Jusqu’en 2015, l’aide étrangère représentait plus de 50% du budget national. Aujourd’hui, le Burundi parviendrait à financer lui-même son budget à plus de 80%. Le projet de loi de finances exercice 2019-2020 mise sur un taux d’indépendance budgétaire de 83,6%. Il était de 81,2% pour l’exercice 2018/2019, selon la plateforme Yaga-Burundi. Pour arrive a financer son budget, le gouvernement a alors deux options ; soit accroitre la mobilisation des recettes internes par l’augmentation du taux de la pression fiscale par ’élargissement du champ d’application des droits d’assise sur certains produits importés (lait, boissons alcoolisées, véhicules et leurs accessoires, etc) soit par  l’imposition de certaines catégories de Burundais jouissant de certains avantages sans raison, comme l’indique l’universitaire Prosper Niyoboke, enseignant au département des sciences économiques et de gestion à l’Université du lac Tanganyika qui s’est confié la rédaction de Yaga-Burundi en Avril 2019.

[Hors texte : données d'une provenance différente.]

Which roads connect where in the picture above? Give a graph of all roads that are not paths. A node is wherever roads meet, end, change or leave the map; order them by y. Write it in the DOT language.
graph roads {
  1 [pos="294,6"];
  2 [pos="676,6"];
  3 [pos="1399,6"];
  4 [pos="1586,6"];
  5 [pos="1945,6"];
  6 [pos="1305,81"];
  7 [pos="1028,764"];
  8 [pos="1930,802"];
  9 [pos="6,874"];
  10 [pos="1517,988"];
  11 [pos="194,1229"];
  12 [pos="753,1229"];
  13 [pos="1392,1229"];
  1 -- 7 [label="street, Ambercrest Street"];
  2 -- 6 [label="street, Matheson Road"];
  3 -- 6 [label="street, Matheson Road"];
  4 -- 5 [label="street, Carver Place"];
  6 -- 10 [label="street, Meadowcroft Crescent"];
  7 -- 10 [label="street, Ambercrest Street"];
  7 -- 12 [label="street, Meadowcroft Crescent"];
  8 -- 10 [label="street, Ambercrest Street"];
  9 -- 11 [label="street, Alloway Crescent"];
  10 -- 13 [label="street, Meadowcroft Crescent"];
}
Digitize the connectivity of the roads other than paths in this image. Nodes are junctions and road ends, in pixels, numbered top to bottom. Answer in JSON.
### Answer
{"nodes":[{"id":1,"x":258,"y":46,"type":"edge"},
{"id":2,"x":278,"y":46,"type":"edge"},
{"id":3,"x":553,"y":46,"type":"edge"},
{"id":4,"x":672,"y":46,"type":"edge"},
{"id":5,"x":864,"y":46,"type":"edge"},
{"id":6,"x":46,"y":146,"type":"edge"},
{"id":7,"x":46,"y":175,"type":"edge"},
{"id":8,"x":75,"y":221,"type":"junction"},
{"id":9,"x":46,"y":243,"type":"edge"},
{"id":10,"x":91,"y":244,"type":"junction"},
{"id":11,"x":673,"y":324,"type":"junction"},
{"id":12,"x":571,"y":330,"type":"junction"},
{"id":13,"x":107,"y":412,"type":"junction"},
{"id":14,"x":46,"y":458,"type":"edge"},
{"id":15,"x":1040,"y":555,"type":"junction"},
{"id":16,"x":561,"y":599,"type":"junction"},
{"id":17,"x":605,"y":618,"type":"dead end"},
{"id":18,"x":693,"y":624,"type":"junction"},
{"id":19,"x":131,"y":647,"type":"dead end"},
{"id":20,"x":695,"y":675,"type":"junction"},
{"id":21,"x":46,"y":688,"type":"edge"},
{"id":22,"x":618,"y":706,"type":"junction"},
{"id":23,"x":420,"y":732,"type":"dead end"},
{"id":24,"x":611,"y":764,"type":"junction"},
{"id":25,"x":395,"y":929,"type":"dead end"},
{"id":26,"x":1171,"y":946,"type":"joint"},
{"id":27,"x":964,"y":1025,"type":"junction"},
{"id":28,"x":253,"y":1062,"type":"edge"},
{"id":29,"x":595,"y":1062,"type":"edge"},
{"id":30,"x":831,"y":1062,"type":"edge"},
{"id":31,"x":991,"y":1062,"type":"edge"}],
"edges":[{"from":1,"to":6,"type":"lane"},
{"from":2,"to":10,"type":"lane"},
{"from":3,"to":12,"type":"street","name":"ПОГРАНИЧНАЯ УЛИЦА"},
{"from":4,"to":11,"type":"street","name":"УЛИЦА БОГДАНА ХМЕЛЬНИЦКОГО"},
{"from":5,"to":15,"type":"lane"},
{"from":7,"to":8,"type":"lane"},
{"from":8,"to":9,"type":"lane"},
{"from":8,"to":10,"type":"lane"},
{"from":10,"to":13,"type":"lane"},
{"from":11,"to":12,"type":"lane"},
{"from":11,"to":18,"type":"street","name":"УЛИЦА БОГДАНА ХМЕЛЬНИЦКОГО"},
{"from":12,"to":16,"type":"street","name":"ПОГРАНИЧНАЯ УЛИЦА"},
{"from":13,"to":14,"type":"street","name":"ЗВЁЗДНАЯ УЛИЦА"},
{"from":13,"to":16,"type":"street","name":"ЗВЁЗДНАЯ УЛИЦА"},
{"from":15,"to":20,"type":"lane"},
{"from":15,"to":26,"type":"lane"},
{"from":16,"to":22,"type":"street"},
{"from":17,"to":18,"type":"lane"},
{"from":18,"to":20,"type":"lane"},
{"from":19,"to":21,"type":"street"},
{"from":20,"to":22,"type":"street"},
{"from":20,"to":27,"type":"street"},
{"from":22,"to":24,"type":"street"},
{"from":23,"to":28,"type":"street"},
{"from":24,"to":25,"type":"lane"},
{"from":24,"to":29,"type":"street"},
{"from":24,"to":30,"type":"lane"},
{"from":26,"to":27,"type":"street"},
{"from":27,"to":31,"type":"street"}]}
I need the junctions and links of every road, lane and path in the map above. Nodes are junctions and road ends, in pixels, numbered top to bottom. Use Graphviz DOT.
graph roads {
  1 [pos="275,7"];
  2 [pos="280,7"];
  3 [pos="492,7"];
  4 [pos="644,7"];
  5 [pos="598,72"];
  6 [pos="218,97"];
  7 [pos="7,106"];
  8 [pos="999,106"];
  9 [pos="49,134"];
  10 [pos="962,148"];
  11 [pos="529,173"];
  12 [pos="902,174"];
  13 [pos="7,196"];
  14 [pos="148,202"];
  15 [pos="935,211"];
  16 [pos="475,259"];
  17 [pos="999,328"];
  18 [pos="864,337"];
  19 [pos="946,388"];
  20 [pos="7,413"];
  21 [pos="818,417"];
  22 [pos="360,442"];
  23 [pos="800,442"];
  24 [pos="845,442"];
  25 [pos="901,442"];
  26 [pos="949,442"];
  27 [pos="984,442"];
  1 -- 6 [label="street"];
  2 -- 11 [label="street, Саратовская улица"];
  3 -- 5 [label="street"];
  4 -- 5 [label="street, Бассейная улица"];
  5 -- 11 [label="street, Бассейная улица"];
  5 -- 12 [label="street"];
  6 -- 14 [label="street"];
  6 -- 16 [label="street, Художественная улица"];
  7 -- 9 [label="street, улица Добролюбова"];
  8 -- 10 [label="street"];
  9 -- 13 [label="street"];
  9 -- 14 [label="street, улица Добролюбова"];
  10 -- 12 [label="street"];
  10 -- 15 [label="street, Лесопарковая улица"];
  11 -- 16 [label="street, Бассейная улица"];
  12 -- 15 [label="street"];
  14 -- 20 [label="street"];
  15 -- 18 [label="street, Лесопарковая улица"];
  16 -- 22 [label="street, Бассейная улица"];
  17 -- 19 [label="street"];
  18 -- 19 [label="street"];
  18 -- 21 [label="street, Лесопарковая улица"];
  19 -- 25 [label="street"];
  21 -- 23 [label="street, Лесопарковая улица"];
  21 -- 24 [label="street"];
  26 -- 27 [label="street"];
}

A l’instant, selon les données de la Banque Mondiale de l’année 2016 sur l’analyse de la pauvreté au Burundi, cette reprise est loin d’être une réalité car le Burundi abrite plus de six millions de pauvres, se classant ainsi parmi les pays d'Afrique subsaharienne les plus pauvres. L'enquête sur les conditions de vie des ménages (ECVMB de 2013-14) montre que 64,9 pour cent de la population (soit environ 6,1 millions de personnes) vit en-dessous du seuil de pauvreté national de BIF 41,054 par adulte et par mois. Environ 3,6 millions de Burundais (soit 38,7 pour cent) vivent en situation d’extrême pauvreté et ne peuvent pas satisfaire leurs besoins nutritionnels minimum de 2 200 kilocalories (Kcal) par équivalent adulte par jour (figure ES.2). Si l’on se réfère au seuil de pauvreté international de 1,9$ US par habitant par jour (taux de change en parité du pouvoir d’achat, PPA, de 2011), le taux de pauvreté du Burundi s’élève à 72,9 pour cent, soit environ 8 points de pourcentage de plus que le taux de pauvreté national. Cela signifie que la pauvreté est d'environ 30 points de pourcentage plus élevée que la moyenne des pays à faible revenu (PFR) qui s’élève à 47,2 pour cent et de celle des pays de l’Afrique subsaharienne (ASS) qui s’élève à 42,7 pour cent. Comparé aux pays ayant un niveau de revenu similaire, le taux de pauvreté du Burundi est seulement inférieur à celui de la République démocratique du Congo et du Madagascar.